# Work task
Each entry below is to be transcribed exactly.

----------------

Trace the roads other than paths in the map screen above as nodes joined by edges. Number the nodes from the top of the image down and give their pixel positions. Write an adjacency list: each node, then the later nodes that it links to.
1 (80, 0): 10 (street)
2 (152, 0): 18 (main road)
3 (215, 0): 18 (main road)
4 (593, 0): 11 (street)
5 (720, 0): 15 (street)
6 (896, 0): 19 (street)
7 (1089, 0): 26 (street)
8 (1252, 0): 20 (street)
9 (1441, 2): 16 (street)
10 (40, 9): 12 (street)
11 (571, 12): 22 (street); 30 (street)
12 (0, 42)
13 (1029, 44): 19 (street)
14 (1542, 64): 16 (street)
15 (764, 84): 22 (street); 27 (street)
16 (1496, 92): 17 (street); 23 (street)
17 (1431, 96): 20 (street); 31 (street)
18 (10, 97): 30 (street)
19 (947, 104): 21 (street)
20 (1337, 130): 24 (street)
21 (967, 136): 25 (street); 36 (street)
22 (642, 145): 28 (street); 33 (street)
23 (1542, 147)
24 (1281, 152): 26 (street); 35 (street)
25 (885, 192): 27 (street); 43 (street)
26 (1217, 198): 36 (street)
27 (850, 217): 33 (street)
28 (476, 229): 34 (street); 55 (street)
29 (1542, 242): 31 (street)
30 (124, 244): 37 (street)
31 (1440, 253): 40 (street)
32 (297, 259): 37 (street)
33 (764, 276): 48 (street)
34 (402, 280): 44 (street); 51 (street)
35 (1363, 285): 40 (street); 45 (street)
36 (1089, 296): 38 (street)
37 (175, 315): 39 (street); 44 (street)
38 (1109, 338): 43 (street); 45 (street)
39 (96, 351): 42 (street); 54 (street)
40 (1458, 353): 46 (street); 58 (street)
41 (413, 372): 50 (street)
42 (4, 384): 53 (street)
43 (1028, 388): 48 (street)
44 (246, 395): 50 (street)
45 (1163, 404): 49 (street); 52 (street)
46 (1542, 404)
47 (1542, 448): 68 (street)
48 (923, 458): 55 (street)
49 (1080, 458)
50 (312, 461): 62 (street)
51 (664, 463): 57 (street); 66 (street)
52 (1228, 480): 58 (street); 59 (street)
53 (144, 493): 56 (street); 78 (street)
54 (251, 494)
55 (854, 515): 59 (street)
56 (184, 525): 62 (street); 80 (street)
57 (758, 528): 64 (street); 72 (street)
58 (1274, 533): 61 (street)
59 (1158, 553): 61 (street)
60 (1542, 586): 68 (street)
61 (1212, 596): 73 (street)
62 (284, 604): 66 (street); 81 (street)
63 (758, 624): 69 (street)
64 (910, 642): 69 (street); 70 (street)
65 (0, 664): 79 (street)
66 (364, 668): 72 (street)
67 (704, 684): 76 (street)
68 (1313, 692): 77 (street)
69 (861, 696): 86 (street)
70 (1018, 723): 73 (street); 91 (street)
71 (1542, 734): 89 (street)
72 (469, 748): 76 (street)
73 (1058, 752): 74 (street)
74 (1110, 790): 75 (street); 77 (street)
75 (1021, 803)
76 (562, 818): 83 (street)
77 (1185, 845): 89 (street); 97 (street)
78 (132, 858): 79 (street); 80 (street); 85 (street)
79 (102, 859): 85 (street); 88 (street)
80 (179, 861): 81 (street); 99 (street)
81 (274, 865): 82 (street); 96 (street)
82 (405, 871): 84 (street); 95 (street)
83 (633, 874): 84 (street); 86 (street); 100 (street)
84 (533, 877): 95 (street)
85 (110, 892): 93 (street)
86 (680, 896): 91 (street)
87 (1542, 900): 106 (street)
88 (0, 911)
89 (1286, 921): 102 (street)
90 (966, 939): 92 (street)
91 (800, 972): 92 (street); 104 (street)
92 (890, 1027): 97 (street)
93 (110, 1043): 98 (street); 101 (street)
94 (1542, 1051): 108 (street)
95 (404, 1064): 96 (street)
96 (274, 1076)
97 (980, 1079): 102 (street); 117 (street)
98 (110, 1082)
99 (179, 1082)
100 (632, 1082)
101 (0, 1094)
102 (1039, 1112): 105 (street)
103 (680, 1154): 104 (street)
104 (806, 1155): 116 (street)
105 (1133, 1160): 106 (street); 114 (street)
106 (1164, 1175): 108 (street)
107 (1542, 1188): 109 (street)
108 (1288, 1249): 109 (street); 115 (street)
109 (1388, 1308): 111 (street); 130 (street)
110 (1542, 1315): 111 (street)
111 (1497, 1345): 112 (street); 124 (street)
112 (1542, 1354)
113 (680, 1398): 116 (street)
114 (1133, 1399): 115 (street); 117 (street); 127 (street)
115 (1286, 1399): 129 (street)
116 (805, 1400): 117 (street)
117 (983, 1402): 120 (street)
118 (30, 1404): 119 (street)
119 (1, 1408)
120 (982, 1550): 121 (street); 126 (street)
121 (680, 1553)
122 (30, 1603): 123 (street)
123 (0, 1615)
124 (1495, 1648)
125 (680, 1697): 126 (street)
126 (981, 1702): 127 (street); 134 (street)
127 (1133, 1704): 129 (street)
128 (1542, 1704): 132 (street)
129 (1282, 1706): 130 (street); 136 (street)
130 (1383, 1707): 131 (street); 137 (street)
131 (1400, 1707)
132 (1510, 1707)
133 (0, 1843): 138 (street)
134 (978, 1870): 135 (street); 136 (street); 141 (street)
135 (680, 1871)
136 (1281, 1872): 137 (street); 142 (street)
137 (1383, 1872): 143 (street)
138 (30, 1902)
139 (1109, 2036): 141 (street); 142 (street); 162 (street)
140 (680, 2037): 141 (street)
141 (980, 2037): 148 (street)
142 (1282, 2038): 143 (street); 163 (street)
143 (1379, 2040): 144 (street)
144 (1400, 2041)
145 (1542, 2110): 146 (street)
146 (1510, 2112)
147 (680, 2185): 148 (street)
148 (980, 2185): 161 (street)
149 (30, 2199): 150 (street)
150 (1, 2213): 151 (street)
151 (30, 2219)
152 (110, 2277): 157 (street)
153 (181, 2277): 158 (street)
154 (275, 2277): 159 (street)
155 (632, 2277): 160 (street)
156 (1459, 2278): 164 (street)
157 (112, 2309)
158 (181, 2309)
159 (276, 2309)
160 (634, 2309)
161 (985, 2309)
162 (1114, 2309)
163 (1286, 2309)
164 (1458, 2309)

----------------

# Exercise result
Trace the roads other than paths in the map screen above as nodes joined by edges. Number the nodes from the top of the image down and give their pixel positions. Write an adjacency list: each node, then the later nodes that it links to.
1 (80, 0): 10 (street)
2 (152, 0): 18 (main road)
3 (215, 0): 18 (main road)
4 (593, 0): 11 (street)
5 (720, 0): 15 (street)
6 (896, 0): 19 (street)
7 (1089, 0): 26 (street)
8 (1252, 0): 20 (street)
9 (1441, 2): 16 (street)
10 (40, 9): 12 (street)
11 (571, 12): 22 (street); 30 (street)
12 (0, 42)
13 (1029, 44): 19 (street)
14 (1542, 64): 16 (street)
15 (764, 84): 22 (street); 27 (street)
16 (1496, 92): 17 (street); 23 (street)
17 (1431, 96): 20 (street); 31 (street)
18 (10, 97): 30 (street)
19 (947, 104): 21 (street)
20 (1337, 130): 24 (street)
21 (967, 136): 25 (street); 36 (street)
22 (642, 145): 28 (street); 33 (street)
23 (1542, 147)
24 (1281, 152): 26 (street); 35 (street)
25 (885, 192): 27 (street); 43 (street)
26 (1217, 198): 36 (street)
27 (850, 217): 33 (street)
28 (476, 229): 34 (street); 55 (street)
29 (1542, 242): 31 (street)
30 (124, 244): 37 (street)
31 (1440, 253): 40 (street)
32 (297, 259): 37 (street)
33 (764, 276): 48 (street)
34 (402, 280): 44 (street); 51 (street)
35 (1363, 285): 40 (street); 45 (street)
36 (1089, 296): 38 (street)
37 (175, 315): 39 (street); 44 (street)
38 (1109, 338): 43 (street); 45 (street)
39 (96, 351): 42 (street); 54 (street)
40 (1458, 353): 46 (street); 58 (street)
41 (413, 372): 50 (street)
42 (4, 384): 53 (street)
43 (1028, 388): 48 (street)
44 (246, 395): 50 (street)
45 (1163, 404): 49 (street); 52 (street)
46 (1542, 404)
47 (1542, 448): 68 (street)
48 (923, 458): 55 (street)
49 (1080, 458)
50 (312, 461): 62 (street)
51 (664, 463): 57 (street); 66 (street)
52 (1228, 480): 58 (street); 59 (street)
53 (144, 493): 56 (street); 78 (street)
54 (251, 494)
55 (854, 515): 59 (street)
56 (184, 525): 62 (street); 80 (street)
57 (758, 528): 64 (street); 72 (street)
58 (1274, 533): 61 (street)
59 (1158, 553): 61 (street)
60 (1542, 586): 68 (street)
61 (1212, 596): 73 (street)
62 (284, 604): 66 (street); 81 (street)
63 (758, 624): 69 (street)
64 (910, 642): 69 (street); 70 (street)
65 (0, 664): 79 (street)
66 (364, 668): 72 (street)
67 (704, 684): 76 (street)
68 (1313, 692): 77 (street)
69 (861, 696): 86 (street)
70 (1018, 723): 73 (street); 91 (street)
71 (1542, 734): 89 (street)
72 (469, 748): 76 (street)
73 (1058, 752): 74 (street)
74 (1110, 790): 75 (street); 77 (street)
75 (1021, 803)
76 (562, 818): 83 (street)
77 (1185, 845): 89 (street); 97 (street)
78 (132, 858): 79 (street); 80 (street); 85 (street)
79 (102, 859): 85 (street); 88 (street)
80 (179, 861): 81 (street); 99 (street)
81 (274, 865): 82 (street); 96 (street)
82 (405, 871): 84 (street); 95 (street)
83 (633, 874): 84 (street); 86 (street); 100 (street)
84 (533, 877): 95 (street)
85 (110, 892): 93 (street)
86 (680, 896): 91 (street)
87 (1542, 900): 106 (street)
88 (0, 911)
89 (1286, 921): 102 (street)
90 (966, 939): 92 (street)
91 (800, 972): 92 (street); 104 (street)
92 (890, 1027): 97 (street)
93 (110, 1043): 98 (street); 101 (street)
94 (1542, 1051): 108 (street)
95 (404, 1064): 96 (street)
96 (274, 1076)
97 (980, 1079): 102 (street); 117 (street)
98 (110, 1082)
99 (179, 1082)
100 (632, 1082)
101 (0, 1094)
102 (1039, 1112): 105 (street)
103 (680, 1154): 104 (street)
104 (806, 1155): 116 (street)
105 (1133, 1160): 106 (street); 114 (street)
106 (1164, 1175): 108 (street)
107 (1542, 1188): 109 (street)
108 (1288, 1249): 109 (street); 115 (street)
109 (1388, 1308): 111 (street); 130 (street)
110 (1542, 1315): 111 (street)
111 (1497, 1345): 112 (street); 124 (street)
112 (1542, 1354)
113 (680, 1398): 116 (street)
114 (1133, 1399): 115 (street); 117 (street); 127 (street)
115 (1286, 1399): 129 (street)
116 (805, 1400): 117 (street)
117 (983, 1402): 120 (street)
118 (30, 1404): 119 (street)
119 (1, 1408)
120 (982, 1550): 121 (street); 126 (street)
121 (680, 1553)
122 (30, 1603): 123 (street)
123 (0, 1615)
124 (1495, 1648)
125 (680, 1697): 126 (street)
126 (981, 1702): 127 (street); 134 (street)
127 (1133, 1704): 129 (street)
128 (1542, 1704): 132 (street)
129 (1282, 1706): 130 (street); 136 (street)
130 (1383, 1707): 131 (street); 137 (street)
131 (1400, 1707)
132 (1510, 1707)
133 (0, 1843): 138 (street)
134 (978, 1870): 135 (street); 136 (street); 141 (street)
135 (680, 1871)
136 (1281, 1872): 137 (street); 142 (street)
137 (1383, 1872): 143 (street)
138 (30, 1902)
139 (1109, 2036): 141 (street); 142 (street); 162 (street)
140 (680, 2037): 141 (street)
141 (980, 2037): 148 (street)
142 (1282, 2038): 143 (street); 163 (street)
143 (1379, 2040): 144 (street)
144 (1400, 2041)
145 (1542, 2110): 146 (street)
146 (1510, 2112)
147 (680, 2185): 148 (street)
148 (980, 2185): 161 (street)
149 (30, 2199): 150 (street)
150 (1, 2213): 151 (street)
151 (30, 2219)
152 (110, 2277): 157 (street)
153 (181, 2277): 158 (street)
154 (275, 2277): 159 (street)
155 (632, 2277): 160 (street)
156 (1459, 2278): 164 (street)
157 (112, 2309)
158 (181, 2309)
159 (276, 2309)
160 (634, 2309)
161 (985, 2309)
162 (1114, 2309)
163 (1286, 2309)
164 (1458, 2309)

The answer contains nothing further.